Wednesday 2 March 2011

When did totalitarian “Big Art” become acceptable in Britain?

Over the years, there have been many proposals by advertisers to project brands and products on the night sky, using everything from massive spotlights to lasers. Check out this item, which appeared in the New York Times in 1922: and there’s this one from a 1931 issue of Modern Mechanix

There’s always someone determined to spoil your view: for instance, last year, there were complaints about the new LED advertising banner on the BT Tower, visible for miles at night.

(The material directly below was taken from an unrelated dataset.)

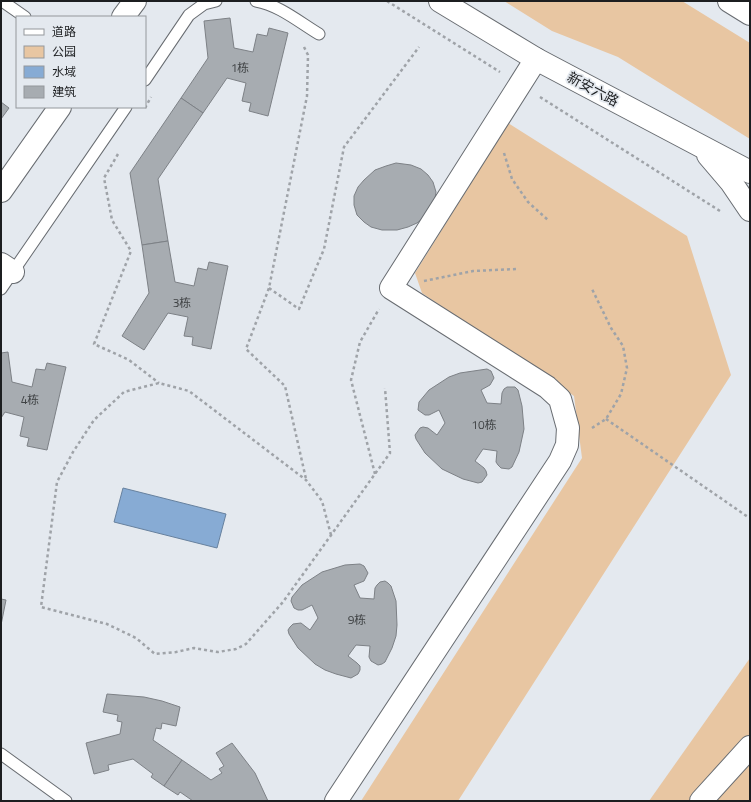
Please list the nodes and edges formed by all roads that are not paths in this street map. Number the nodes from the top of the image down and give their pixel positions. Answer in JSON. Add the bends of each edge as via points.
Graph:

Now, one might expect the traditional agents of Mammon to show scant regard for our right to gaze at the heavens with no more than the occasional airplane (and general light pollution) to spoil the deep feelings of awe, reverence and inner peace which usually accompany this age-old activity. After all, up is the one direction we can look without some insensitive, megalomaniacal, interfering bastard (or committee of bastards) trying to ruin it for us with ugly mega-structures.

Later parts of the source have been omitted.